• _DIRECTIONS FOR THIS TASK_:
Set down again each entry exactly as it reads, pictures excluded.

• _MATERIAL PROVIDED_:
*** Begin section ***

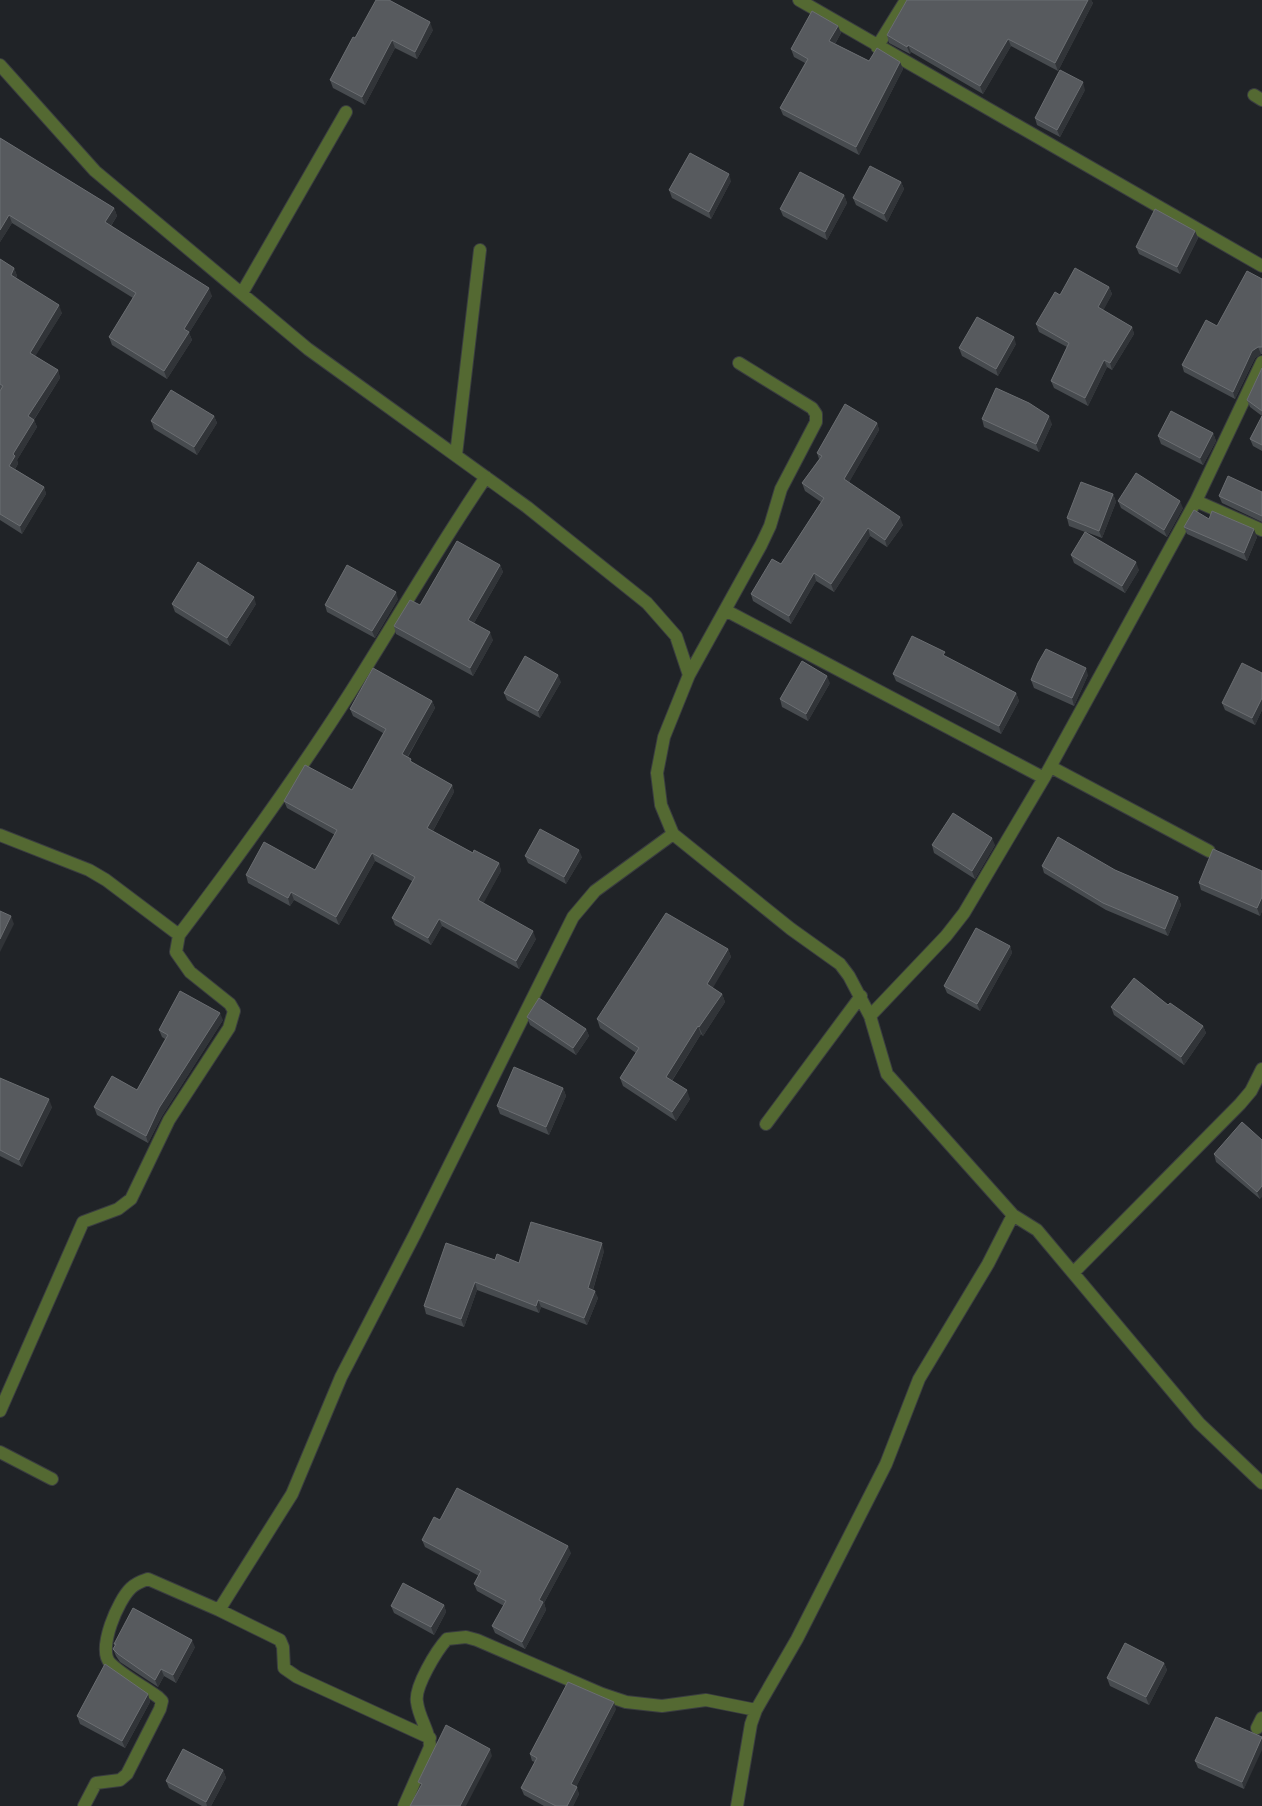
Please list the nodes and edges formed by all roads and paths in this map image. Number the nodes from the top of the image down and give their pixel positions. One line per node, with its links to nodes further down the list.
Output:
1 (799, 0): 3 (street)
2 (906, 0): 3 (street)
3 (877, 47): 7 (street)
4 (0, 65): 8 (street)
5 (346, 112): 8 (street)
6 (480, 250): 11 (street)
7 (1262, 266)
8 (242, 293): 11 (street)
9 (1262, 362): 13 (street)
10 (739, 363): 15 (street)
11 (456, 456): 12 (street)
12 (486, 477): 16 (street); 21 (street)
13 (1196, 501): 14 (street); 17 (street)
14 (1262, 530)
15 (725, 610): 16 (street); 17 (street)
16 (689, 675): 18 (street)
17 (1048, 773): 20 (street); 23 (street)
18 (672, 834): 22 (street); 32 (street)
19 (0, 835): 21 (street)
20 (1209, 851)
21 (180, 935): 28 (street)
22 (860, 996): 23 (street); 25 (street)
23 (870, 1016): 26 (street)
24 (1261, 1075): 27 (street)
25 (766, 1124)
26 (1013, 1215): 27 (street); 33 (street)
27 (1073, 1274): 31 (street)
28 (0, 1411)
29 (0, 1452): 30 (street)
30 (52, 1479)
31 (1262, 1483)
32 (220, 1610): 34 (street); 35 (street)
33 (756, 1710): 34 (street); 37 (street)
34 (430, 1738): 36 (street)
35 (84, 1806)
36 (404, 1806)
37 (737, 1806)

*** End section ***

• _THE COMPLETED TASK_:
Please list the nodes and edges formed by all roads and paths in this map image. Number the nodes from the top of the image down and give their pixel positions. One line per node, with its links to nodes further down the list.
Output:
1 (799, 0): 3 (street)
2 (906, 0): 3 (street)
3 (877, 47): 7 (street)
4 (0, 65): 8 (street)
5 (346, 112): 8 (street)
6 (480, 250): 11 (street)
7 (1262, 266)
8 (242, 293): 11 (street)
9 (1262, 362): 13 (street)
10 (739, 363): 15 (street)
11 (456, 456): 12 (street)
12 (486, 477): 16 (street); 21 (street)
13 (1196, 501): 14 (street); 17 (street)
14 (1262, 530)
15 (725, 610): 16 (street); 17 (street)
16 (689, 675): 18 (street)
17 (1048, 773): 20 (street); 23 (street)
18 (672, 834): 22 (street); 32 (street)
19 (0, 835): 21 (street)
20 (1209, 851)
21 (180, 935): 28 (street)
22 (860, 996): 23 (street); 25 (street)
23 (870, 1016): 26 (street)
24 (1261, 1075): 27 (street)
25 (766, 1124)
26 (1013, 1215): 27 (street); 33 (street)
27 (1073, 1274): 31 (street)
28 (0, 1411)
29 (0, 1452): 30 (street)
30 (52, 1479)
31 (1262, 1483)
32 (220, 1610): 34 (street); 35 (street)
33 (756, 1710): 34 (street); 37 (street)
34 (430, 1738): 36 (street)
35 (84, 1806)
36 (404, 1806)
37 (737, 1806)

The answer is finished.